A Demon's Guide to Wooing a Witch (Glimmer Falls, #2(101)
“I think the two of you should talk.”
“We are talking,” Oz said.
Mariel shook her head. “Not like this. Alone. Go hash some things out while we make plans for Themmie’s protest.”
“I don’t want to talk to him.”
“That hasn’t stopped you from shouting at me so far, has it?” Astaroth asked. Calladia lightly kicked him, and Astaroth exhaled and held up his hands. “All right, all right. We can talk.”

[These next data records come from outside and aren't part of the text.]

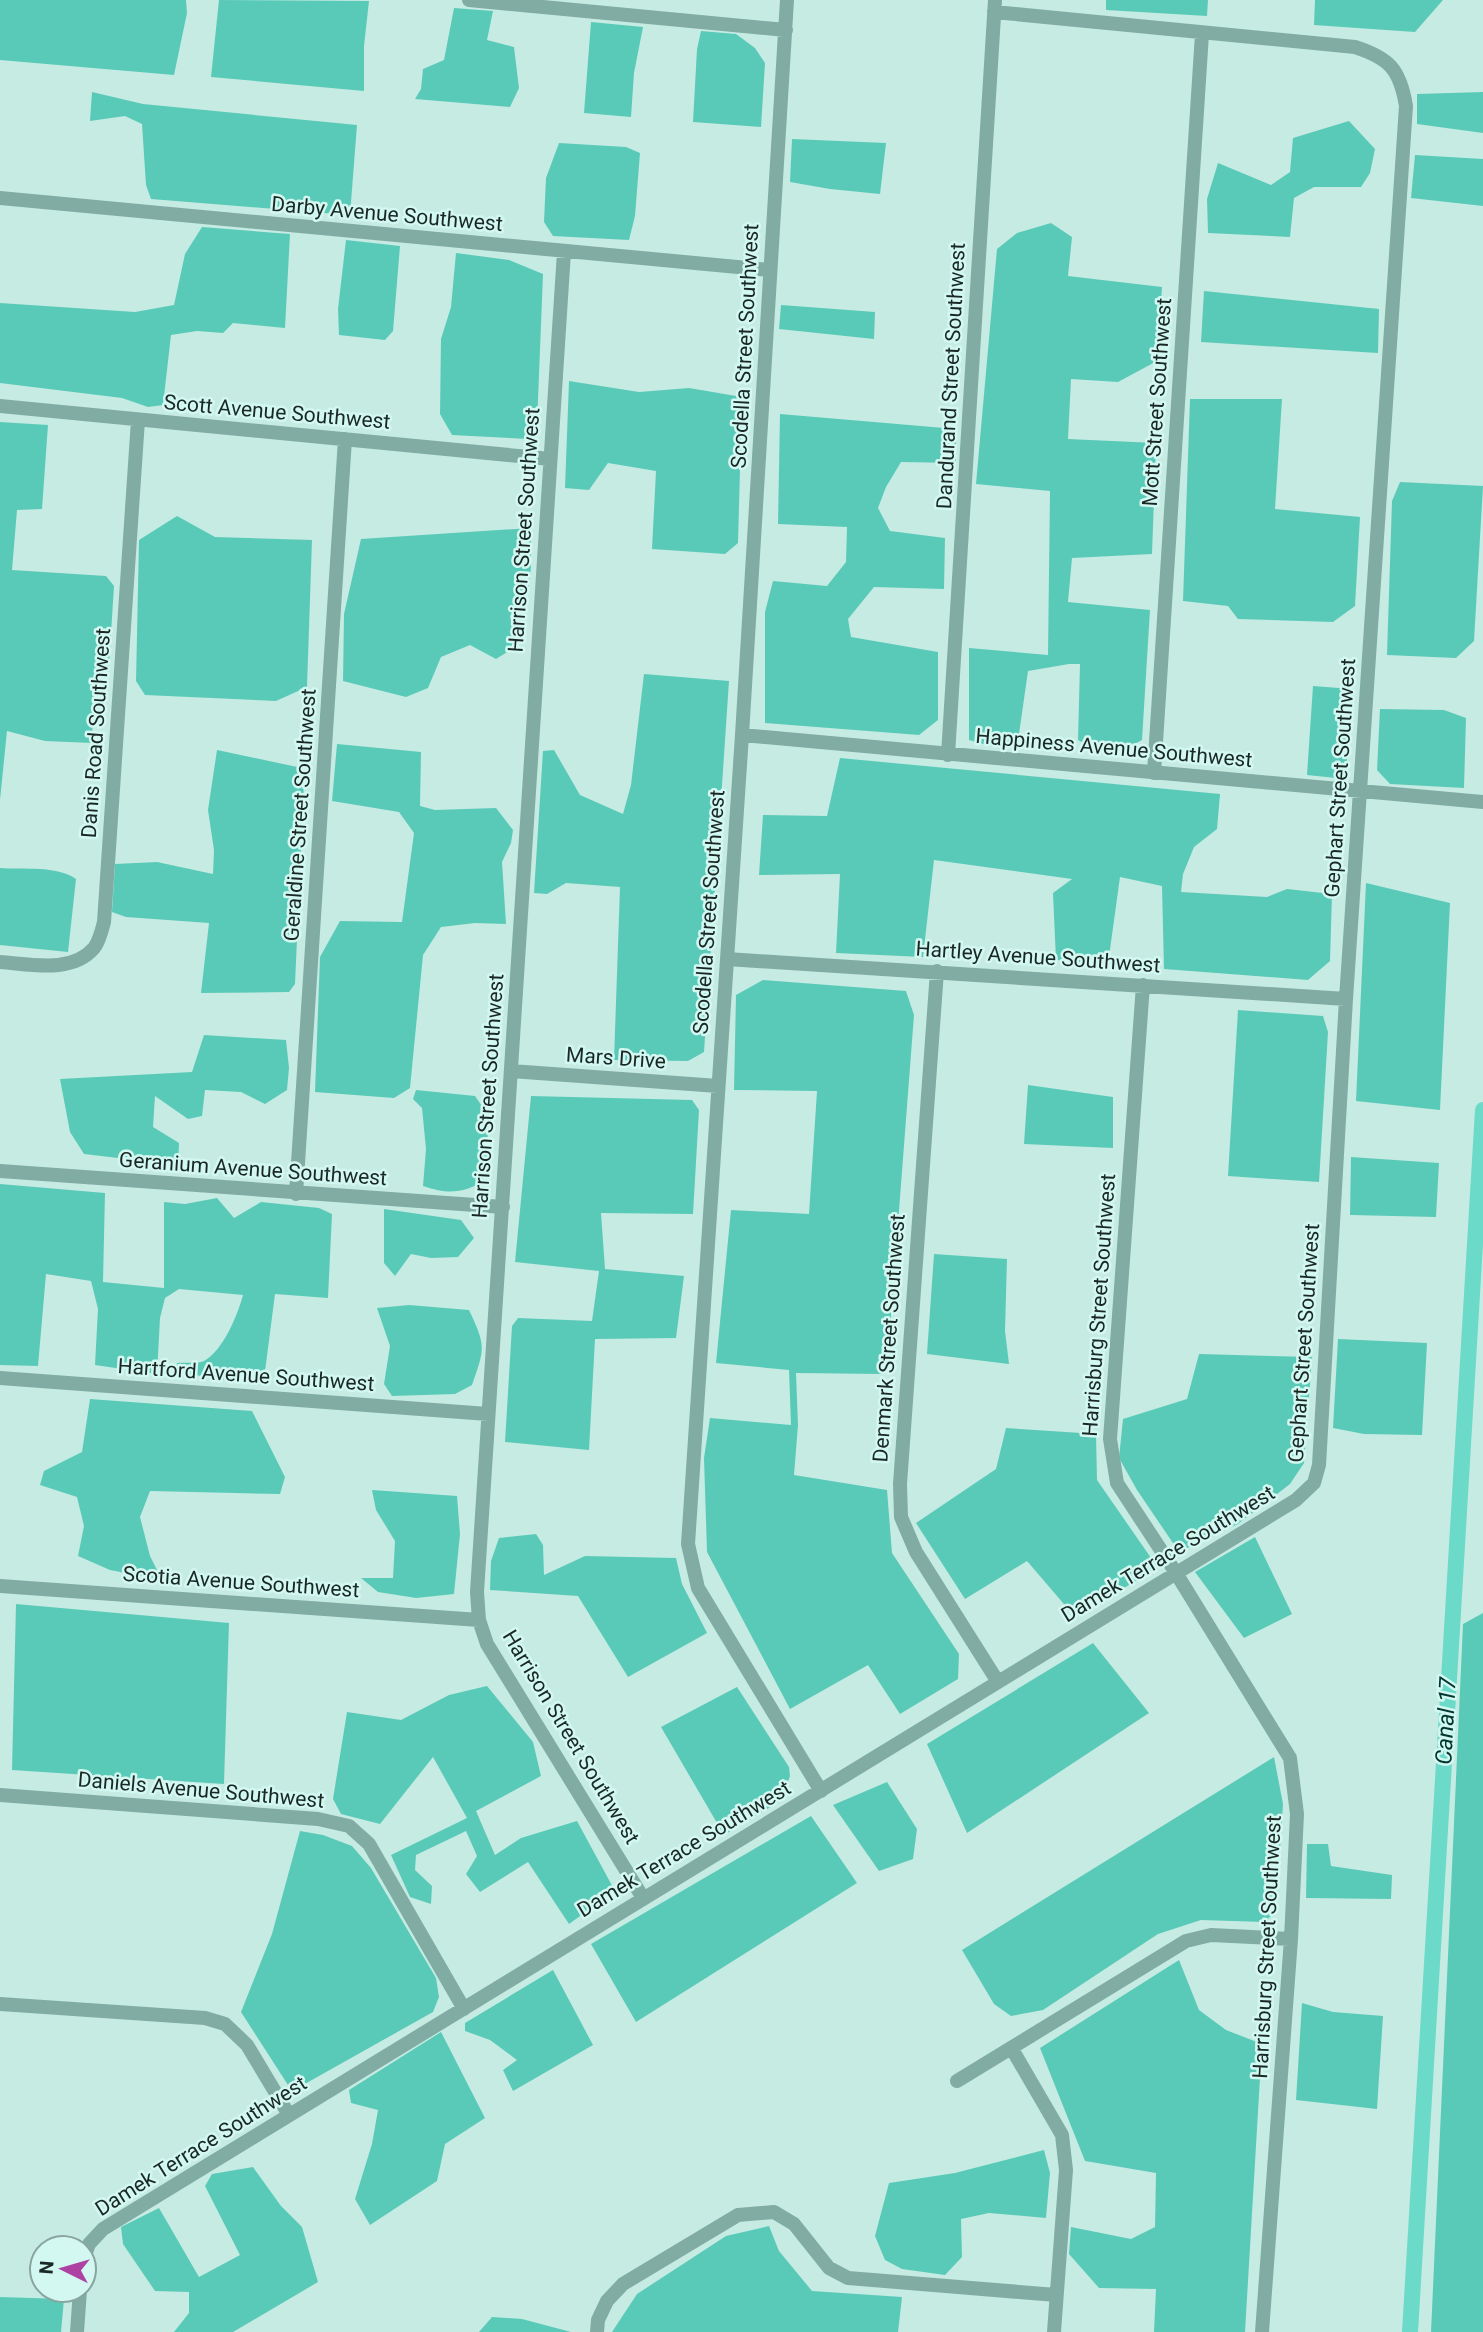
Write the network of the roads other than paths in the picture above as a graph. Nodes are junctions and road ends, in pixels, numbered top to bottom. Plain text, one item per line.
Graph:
1 (469, 0) edge
2 (787, 0) edge
3 (994, 6) edge
4 (786, 30) junction
5 (1202, 34) junction
6 (0, 198) edge
7 (564, 252) junction
8 (770, 270) junction
9 (0, 406) edge
10 (138, 420) junction
11 (345, 439) junction
12 (550, 458) junction
13 (742, 736) junction
14 (948, 755) junction
15 (1154, 773) junction
16 (1360, 790) junction
17 (1483, 802) edge
18 (727, 959) junction
19 (0, 962) edge
20 (937, 971) junction
21 (1143, 985) junction
22 (1346, 999) junction
23 (511, 1071) junction
24 (719, 1086) junction
25 (0, 1171) edge
26 (296, 1194) junction
27 (503, 1207) junction
28 (0, 1378) edge
29 (488, 1414) junction
30 (1314, 1483) joint
31 (1176, 1573) junction
32 (0, 1586) edge
33 (479, 1620) junction
34 (998, 1682) junction
35 (821, 1791) junction
36 (0, 1795) edge
37 (643, 1898) junction
38 (1291, 1939) junction
39 (0, 2004) edge
40 (464, 2009) junction
41 (1012, 2049) junction
42 (957, 2081) dead end
43 (289, 2115) junction
44 (98, 2234) edge
45 (1056, 2295) junction
46 (79, 2304) edge
47 (77, 2332) edge
48 (597, 2332) edge
49 (1054, 2332) edge
50 (1262, 2332) edge

1 - 4 street
2 - 4 street, Scodella Street Southwest
3 - 5 street
3 - 14 street, Dandurand Street Southwest
4 - 8 street, Scodella Street Southwest
5 - 15 street, Mott Street Southwest
5 - 16 street, Gephart Street Southwest
6 - 7 street, Darby Avenue Southwest
7 - 8 street, Darby Avenue Southwest
7 - 12 street, Harrison Street Southwest
8 - 13 street, Scodella Street Southwest
9 - 10 street, Scott Avenue Southwest
10 - 11 street, Scott Avenue Southwest
10 - 19 street, Danis Road Southwest
11 - 12 street, Scott Avenue Southwest
11 - 26 street, Geraldine Street Southwest
12 - 23 street, Harrison Street Southwest
13 - 14 street, Happiness Avenue Southwest
13 - 18 street, Scodella Street Southwest
14 - 15 street, Happiness Avenue Southwest
15 - 16 street, Happiness Avenue Southwest
16 - 17 street, Happiness Avenue Southwest
16 - 22 street, Gephart Street Southwest
18 - 20 street, Hartley Avenue Southwest
18 - 24 street, Scodella Street Southwest
20 - 21 street, Hartley Avenue Southwest
20 - 34 street, Denmark Street Southwest
21 - 22 street, Hartley Avenue Southwest
21 - 31 street, Harrisburg Street Southwest
22 - 30 street, Gephart Street Southwest
23 - 24 street, Mars Drive
23 - 27 street, Harrison Street Southwest
24 - 35 street, Scodella Street Southwest
25 - 26 street, Geranium Avenue Southwest
26 - 27 street, Geranium Avenue Southwest
27 - 29 street, Harrison Street Southwest
28 - 29 street, Hartford Avenue Southwest
29 - 33 street, Harrison Street Southwest
30 - 31 street, Damek Terrace Southwest
31 - 34 street, Damek Terrace Southwest
31 - 38 street, Harrisburg Street Southwest
32 - 33 street, Scotia Avenue Southwest
33 - 37 street, Harrison Street Southwest
34 - 35 street, Damek Terrace Southwest
35 - 37 street, Damek Terrace Southwest
36 - 40 street, Daniels Avenue Southwest
37 - 40 street, Damek Terrace Southwest
38 - 41 street
38 - 50 street, Harrisburg Street Southwest
39 - 43 street
40 - 43 street, Damek Terrace Southwest
41 - 42 street
41 - 45 street
43 - 44 street, Damek Terrace Southwest
45 - 48 street
45 - 49 street
46 - 47 street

Oz glowered at Astaroth. “I don’t like this.” He took another look at Mariel’s pleading hazel eyes, then sighed. “Fine. Let’s go outside.”
TWENTY-NINE
They emerged from NecroNomNomNoms into the sunshine. Once Astaroth’s eyes had adjusted, he couldn’t stop staring at Ozroth. It was like viewing a sculpture or a painting that reminded you of someone you’d once known, but the details were lost to time, leaving only an echo of resemblance.
Ozroth was taller and broader than Astaroth, with craggy features. His skin was tawny gold and his wavy hair was as black as his horns. A tattoo wreathed his left bicep, runes spelling out his duty as a soul bargainer.
Ozroth noticed the direction of his look. “You had this tattoo inked on me when I was a child,” he said. “Remember?”
“No.”
“I’m going to get it removed.”
“All right.” When Ozroth kept staring at him, Astaroth fumbled for something more to say. “Do you want recommendations for tattoo artists?”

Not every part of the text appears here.